Mittwoch, 11. Juli 2012
In the past week one of the most exciting(*) news was the (more or less) final detection of the Higgs boson. So far so good, but what does it have to do with digital security? Well, the existence of the Higgs boson was predicted many years ago and physicists knew much about the particle without having seen it. And at least from my perspective an APT attack is something very similar. You somehow know that a successful intrusion into your network might exist but it's very hard to detect it. If this comparison is true then there might be something that security professionals can learn from physicists.
Let's therefore see what the researchers did in order to detect the Higgs boson.
First of all physicists knew that if the particle really exists than it must have some special relatively well known properties. Starting from the assumption of the existence of a particle with these properties they analyzed what kind of reactions (incidents) should be observable. For sure the Higgs boson itself cannot be seen directly but only secondary so called decay products could be observed. Therefore the scientists build detectors especially designed for the purpose of measuring and identifying these decay products. It's important to mention that at least most of the detector parts where not newly invented but just existing detector concepts were rearranged in order build larger detector arrays.
What does did mean now for APT "scientists"?
Just like the Higgs boson the primary APT attack itself will not be observed directly e.g. by an IDS or AV signature. So if we want to detect it we must focus on trying to observe secondary reactions. What could these secondary reactions be, what could they look like?
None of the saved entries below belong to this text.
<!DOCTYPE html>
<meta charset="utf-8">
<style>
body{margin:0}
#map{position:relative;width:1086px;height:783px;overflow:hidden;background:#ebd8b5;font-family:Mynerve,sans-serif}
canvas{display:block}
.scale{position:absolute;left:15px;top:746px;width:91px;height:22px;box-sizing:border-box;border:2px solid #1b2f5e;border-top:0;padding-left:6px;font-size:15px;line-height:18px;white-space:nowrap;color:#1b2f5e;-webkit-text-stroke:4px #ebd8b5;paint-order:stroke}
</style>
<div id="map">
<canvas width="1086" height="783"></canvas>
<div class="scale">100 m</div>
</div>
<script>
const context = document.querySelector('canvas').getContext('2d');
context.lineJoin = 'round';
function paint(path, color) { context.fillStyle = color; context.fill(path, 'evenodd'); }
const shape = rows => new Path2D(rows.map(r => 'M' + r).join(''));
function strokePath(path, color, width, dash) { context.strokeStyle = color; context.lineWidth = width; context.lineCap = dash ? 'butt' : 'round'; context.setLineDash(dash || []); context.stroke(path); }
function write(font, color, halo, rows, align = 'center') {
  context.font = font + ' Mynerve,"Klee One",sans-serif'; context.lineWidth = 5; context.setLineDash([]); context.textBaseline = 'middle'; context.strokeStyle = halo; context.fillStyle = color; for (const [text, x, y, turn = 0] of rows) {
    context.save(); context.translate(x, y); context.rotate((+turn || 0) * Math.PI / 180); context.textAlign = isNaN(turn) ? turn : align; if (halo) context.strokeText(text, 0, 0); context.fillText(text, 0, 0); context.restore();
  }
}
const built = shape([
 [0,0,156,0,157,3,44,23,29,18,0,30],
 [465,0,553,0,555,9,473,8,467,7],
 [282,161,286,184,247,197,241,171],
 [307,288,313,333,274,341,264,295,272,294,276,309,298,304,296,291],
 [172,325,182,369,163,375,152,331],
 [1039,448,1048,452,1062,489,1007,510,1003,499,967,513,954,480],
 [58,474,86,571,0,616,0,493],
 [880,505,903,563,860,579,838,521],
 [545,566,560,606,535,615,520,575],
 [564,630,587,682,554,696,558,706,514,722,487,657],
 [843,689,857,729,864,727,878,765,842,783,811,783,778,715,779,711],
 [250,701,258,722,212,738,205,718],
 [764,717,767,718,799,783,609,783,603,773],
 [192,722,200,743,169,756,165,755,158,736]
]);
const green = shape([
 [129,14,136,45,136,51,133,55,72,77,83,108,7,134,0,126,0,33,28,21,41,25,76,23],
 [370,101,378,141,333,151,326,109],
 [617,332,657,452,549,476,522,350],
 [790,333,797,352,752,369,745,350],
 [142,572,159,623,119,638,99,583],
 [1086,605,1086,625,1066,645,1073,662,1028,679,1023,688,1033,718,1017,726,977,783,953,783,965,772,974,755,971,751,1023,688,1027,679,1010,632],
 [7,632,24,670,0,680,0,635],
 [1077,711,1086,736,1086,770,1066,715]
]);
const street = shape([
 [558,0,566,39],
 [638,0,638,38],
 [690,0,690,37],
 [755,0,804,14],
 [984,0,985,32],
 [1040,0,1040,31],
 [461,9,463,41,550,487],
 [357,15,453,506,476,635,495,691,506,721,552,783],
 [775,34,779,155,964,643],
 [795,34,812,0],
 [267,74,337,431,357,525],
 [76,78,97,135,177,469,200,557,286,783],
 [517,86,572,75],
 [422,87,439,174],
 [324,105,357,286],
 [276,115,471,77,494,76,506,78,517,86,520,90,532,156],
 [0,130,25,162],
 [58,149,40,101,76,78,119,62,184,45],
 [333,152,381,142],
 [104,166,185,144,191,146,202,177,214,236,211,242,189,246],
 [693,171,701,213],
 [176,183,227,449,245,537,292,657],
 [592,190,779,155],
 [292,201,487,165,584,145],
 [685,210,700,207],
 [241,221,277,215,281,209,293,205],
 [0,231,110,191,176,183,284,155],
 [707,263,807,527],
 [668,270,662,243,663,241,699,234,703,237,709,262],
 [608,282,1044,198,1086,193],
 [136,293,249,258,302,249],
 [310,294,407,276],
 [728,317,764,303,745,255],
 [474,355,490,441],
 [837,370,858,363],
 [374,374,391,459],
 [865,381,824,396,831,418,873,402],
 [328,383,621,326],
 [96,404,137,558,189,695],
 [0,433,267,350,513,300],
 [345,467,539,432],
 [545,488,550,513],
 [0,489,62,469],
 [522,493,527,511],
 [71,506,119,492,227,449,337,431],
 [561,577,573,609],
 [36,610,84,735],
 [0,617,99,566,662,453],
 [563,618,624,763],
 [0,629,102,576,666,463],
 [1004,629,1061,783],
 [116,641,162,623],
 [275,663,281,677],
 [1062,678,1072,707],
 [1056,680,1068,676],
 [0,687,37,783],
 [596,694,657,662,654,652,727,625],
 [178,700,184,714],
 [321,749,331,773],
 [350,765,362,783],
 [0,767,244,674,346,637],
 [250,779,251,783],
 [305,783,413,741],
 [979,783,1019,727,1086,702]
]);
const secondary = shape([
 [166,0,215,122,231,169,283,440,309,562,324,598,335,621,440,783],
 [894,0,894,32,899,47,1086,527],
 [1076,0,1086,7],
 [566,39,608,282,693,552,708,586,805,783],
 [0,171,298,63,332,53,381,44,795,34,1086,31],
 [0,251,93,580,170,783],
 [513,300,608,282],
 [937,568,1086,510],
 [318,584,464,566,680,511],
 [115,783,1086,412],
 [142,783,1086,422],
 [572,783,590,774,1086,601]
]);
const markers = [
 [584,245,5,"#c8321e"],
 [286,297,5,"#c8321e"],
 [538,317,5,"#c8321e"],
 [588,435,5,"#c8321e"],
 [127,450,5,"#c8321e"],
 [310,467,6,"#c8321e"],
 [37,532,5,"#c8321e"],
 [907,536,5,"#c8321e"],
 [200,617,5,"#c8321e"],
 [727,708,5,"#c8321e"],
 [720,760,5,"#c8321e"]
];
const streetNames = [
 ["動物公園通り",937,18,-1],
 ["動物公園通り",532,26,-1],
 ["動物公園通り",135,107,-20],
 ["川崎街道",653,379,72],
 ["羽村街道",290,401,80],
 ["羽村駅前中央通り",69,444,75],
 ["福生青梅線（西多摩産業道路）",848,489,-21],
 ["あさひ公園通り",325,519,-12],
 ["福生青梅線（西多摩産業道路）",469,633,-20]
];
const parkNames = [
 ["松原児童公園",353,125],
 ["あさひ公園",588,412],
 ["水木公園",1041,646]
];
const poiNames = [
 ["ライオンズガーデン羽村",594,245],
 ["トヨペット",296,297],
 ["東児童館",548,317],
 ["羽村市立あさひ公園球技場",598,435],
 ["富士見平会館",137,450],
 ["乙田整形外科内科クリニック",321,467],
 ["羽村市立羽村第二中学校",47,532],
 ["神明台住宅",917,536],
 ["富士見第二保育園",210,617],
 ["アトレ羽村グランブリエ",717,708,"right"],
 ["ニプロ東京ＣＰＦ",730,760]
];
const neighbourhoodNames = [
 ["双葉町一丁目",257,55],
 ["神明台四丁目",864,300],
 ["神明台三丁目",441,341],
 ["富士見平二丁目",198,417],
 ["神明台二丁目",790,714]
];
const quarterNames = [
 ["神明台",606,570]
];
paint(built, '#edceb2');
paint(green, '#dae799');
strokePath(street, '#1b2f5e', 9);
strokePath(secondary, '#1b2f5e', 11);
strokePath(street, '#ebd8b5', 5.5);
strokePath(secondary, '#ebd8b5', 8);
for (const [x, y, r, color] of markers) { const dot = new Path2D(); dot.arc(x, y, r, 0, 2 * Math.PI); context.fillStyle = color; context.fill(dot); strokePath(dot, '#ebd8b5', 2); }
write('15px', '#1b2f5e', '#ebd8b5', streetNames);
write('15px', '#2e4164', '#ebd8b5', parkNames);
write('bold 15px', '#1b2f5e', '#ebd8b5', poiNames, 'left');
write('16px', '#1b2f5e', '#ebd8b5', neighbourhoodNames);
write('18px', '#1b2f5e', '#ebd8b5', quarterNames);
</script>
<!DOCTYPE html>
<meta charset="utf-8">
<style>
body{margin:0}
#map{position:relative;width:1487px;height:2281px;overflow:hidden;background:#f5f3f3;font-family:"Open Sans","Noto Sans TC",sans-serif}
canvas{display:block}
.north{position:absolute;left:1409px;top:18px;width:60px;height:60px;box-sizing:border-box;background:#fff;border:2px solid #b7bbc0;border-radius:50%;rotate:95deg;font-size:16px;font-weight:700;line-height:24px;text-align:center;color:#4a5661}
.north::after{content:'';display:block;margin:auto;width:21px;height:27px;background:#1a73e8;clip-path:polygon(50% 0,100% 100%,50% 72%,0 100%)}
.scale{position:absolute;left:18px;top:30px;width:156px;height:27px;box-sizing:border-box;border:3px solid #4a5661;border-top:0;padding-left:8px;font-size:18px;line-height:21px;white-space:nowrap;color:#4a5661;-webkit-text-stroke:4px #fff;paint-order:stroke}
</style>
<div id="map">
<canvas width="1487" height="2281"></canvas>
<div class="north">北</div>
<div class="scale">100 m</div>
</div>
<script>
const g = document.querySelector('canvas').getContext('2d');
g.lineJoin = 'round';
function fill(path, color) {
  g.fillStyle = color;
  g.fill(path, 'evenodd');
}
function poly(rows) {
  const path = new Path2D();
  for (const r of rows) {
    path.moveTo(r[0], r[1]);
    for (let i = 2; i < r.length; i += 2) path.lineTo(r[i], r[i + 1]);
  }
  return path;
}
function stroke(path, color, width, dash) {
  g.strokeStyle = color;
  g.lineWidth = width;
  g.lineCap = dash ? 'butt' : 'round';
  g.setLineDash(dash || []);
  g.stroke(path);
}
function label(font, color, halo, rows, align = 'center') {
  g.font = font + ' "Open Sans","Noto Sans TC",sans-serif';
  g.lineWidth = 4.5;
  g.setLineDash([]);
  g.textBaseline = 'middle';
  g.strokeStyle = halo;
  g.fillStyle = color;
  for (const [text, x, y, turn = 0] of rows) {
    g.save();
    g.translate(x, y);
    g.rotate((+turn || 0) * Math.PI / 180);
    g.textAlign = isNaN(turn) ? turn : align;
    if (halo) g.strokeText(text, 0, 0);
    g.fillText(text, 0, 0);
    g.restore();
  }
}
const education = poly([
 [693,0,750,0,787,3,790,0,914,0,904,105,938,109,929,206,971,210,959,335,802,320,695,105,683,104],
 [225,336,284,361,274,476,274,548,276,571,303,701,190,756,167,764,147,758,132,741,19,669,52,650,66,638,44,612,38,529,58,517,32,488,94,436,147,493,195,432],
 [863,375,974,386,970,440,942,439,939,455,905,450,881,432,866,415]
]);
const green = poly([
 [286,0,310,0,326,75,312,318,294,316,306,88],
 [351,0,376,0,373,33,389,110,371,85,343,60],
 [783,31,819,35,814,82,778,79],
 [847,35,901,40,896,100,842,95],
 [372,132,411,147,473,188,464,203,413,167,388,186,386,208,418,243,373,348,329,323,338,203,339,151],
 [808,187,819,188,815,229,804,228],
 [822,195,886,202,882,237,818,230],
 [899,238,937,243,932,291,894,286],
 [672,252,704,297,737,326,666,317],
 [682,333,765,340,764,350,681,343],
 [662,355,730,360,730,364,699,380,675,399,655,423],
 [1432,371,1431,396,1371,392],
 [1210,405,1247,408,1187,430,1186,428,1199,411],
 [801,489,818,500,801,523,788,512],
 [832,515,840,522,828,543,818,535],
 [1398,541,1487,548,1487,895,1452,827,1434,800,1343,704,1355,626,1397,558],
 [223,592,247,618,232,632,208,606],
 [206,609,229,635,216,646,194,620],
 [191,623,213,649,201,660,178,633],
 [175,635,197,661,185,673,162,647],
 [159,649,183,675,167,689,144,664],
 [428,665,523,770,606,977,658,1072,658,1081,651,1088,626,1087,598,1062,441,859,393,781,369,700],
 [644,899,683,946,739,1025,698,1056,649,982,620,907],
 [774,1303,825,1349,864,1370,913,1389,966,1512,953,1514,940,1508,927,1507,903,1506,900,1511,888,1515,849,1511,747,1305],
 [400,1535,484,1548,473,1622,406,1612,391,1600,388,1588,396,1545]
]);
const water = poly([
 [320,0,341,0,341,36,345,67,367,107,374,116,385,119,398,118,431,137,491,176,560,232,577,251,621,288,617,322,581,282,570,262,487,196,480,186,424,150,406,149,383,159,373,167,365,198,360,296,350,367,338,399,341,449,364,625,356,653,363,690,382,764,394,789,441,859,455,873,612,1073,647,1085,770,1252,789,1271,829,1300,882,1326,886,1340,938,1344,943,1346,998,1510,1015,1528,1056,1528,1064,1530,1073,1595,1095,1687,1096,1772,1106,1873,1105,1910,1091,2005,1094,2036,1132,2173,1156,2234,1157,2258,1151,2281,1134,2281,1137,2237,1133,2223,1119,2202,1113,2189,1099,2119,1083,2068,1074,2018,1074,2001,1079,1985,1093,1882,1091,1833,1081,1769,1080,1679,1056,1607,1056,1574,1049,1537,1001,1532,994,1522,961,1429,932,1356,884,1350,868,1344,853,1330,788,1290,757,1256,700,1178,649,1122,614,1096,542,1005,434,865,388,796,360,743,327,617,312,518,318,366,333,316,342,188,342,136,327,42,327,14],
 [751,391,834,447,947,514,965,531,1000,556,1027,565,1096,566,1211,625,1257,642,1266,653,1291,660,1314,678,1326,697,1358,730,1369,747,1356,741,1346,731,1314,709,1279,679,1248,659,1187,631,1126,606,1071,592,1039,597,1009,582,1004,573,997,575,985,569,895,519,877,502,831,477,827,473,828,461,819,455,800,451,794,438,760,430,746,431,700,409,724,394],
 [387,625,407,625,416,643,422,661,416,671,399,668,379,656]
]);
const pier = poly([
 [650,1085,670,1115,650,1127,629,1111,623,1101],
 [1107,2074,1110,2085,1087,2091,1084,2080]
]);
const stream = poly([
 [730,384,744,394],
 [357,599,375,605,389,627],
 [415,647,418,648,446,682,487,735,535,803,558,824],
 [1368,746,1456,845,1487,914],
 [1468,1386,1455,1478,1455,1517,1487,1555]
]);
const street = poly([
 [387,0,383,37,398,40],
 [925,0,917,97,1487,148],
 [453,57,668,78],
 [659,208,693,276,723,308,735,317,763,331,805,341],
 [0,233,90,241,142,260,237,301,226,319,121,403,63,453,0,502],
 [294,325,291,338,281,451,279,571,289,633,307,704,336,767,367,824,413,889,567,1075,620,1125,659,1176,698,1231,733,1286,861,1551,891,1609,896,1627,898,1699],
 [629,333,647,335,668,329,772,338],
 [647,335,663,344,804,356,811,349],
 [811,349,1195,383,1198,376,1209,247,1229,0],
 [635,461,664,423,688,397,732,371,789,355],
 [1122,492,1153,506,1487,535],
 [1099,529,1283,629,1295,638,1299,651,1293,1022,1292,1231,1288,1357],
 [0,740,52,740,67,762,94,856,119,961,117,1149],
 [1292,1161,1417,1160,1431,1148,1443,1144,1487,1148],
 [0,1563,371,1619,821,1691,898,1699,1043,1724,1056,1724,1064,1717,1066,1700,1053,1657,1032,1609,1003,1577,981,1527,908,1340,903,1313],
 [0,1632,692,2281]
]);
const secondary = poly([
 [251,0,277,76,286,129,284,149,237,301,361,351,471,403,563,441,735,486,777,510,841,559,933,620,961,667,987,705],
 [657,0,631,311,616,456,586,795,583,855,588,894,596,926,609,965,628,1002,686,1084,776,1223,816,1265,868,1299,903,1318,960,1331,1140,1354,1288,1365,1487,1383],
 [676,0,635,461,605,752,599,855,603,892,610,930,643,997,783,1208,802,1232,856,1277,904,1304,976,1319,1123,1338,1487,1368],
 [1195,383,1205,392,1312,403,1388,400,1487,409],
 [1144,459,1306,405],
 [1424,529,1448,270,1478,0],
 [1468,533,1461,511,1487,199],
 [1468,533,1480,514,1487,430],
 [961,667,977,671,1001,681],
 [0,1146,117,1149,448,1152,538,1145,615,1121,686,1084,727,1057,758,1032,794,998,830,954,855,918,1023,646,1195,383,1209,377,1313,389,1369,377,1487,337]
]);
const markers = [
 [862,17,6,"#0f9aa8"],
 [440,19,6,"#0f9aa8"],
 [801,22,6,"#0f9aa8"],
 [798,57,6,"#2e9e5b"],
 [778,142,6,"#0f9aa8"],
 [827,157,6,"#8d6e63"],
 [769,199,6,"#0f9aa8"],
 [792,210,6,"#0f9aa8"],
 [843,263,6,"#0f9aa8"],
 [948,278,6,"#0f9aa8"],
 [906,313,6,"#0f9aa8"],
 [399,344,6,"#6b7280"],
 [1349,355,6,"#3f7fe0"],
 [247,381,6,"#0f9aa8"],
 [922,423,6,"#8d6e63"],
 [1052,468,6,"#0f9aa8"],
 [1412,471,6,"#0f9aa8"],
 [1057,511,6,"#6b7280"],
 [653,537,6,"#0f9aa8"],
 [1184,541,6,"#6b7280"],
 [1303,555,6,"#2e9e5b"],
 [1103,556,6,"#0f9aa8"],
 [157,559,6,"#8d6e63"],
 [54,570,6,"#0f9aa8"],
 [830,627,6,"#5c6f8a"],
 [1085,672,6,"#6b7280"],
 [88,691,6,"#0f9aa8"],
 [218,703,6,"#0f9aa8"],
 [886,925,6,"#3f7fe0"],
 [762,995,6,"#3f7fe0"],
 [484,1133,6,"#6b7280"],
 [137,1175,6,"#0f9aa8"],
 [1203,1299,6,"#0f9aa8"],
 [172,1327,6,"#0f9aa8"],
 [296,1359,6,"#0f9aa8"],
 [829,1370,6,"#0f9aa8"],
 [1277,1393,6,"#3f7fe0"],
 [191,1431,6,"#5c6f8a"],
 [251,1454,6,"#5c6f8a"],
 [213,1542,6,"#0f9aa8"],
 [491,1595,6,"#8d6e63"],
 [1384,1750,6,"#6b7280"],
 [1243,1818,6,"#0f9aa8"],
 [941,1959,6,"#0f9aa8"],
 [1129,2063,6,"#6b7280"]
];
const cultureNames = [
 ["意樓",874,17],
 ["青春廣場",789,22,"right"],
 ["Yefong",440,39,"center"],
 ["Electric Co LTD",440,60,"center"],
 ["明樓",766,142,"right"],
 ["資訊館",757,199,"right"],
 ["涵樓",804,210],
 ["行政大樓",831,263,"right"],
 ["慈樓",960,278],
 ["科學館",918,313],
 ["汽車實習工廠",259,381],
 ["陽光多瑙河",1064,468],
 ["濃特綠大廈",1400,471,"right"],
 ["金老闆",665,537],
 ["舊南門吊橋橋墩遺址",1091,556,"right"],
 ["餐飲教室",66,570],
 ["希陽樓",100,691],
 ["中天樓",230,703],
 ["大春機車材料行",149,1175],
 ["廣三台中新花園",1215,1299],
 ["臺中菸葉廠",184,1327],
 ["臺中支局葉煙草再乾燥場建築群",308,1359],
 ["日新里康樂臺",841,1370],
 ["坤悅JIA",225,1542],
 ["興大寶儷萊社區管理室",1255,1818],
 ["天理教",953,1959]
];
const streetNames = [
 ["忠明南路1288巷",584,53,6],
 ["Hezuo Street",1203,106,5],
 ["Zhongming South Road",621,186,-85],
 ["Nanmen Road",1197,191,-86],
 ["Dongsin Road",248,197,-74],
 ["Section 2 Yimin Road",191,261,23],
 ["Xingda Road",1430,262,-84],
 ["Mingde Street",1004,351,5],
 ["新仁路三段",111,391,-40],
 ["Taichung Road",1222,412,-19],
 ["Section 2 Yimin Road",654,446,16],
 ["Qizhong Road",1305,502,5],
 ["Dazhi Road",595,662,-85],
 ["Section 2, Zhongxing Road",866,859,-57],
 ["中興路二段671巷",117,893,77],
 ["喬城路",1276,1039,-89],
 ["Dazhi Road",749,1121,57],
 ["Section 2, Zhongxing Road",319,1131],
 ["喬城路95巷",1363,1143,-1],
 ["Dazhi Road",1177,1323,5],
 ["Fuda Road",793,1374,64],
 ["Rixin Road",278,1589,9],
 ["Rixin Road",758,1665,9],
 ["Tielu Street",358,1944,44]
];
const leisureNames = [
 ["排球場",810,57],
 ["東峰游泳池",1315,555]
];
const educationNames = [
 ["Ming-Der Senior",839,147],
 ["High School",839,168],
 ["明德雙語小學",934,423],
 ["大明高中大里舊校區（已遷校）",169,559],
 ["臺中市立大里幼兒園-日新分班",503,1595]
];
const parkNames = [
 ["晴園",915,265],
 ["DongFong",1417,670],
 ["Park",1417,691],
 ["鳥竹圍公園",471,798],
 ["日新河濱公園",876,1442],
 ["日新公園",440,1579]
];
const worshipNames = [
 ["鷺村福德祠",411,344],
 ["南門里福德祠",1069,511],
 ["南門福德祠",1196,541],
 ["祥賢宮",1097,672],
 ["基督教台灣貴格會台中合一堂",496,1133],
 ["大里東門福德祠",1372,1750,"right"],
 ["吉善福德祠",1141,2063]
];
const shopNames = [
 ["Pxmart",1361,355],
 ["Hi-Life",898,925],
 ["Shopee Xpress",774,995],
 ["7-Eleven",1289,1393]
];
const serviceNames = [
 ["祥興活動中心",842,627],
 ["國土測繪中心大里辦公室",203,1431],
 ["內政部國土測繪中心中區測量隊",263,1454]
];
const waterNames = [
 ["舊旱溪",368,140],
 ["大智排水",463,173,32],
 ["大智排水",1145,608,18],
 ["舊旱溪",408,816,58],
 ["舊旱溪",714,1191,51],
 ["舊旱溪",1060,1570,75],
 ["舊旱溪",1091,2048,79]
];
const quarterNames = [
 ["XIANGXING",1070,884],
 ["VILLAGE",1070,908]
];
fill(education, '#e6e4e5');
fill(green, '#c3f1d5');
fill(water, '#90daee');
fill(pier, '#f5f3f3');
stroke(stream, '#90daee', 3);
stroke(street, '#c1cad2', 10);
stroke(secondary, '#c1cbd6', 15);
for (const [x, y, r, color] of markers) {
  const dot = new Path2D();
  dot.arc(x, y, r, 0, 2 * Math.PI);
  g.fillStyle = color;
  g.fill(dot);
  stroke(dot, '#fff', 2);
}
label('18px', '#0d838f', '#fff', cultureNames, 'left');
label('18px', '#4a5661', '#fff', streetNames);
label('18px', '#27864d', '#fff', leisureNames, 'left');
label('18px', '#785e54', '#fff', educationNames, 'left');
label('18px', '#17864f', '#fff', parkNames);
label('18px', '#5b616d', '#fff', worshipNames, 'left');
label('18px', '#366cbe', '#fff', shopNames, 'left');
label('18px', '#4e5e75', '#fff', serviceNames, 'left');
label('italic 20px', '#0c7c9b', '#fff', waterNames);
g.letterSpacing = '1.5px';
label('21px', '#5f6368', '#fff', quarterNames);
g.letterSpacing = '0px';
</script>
Is it necessary to invent new detectors? I think it's not! Just like the large detectors at CERN are built of rearranged standard detectors we can make use of existing detection technologies like IDS alarms, firewall logs or netflow traces and make them work together as a kind of detector array. That's not really something brand new, we call it network security monitoring (NSM) and e.g. at TaoSecurity you can read much about it. Nevertheless it might be worth to take a closer look at the methods and techniques nuclear physicists use and see what we can learn from it.
Does that seem strange to you or do you also see the analogy? If you are interested in further details then stay tuned, there's more to come ...
(*) Believe it or not: For some physicists it would have been even more exciting if the Higgs boson was not detected.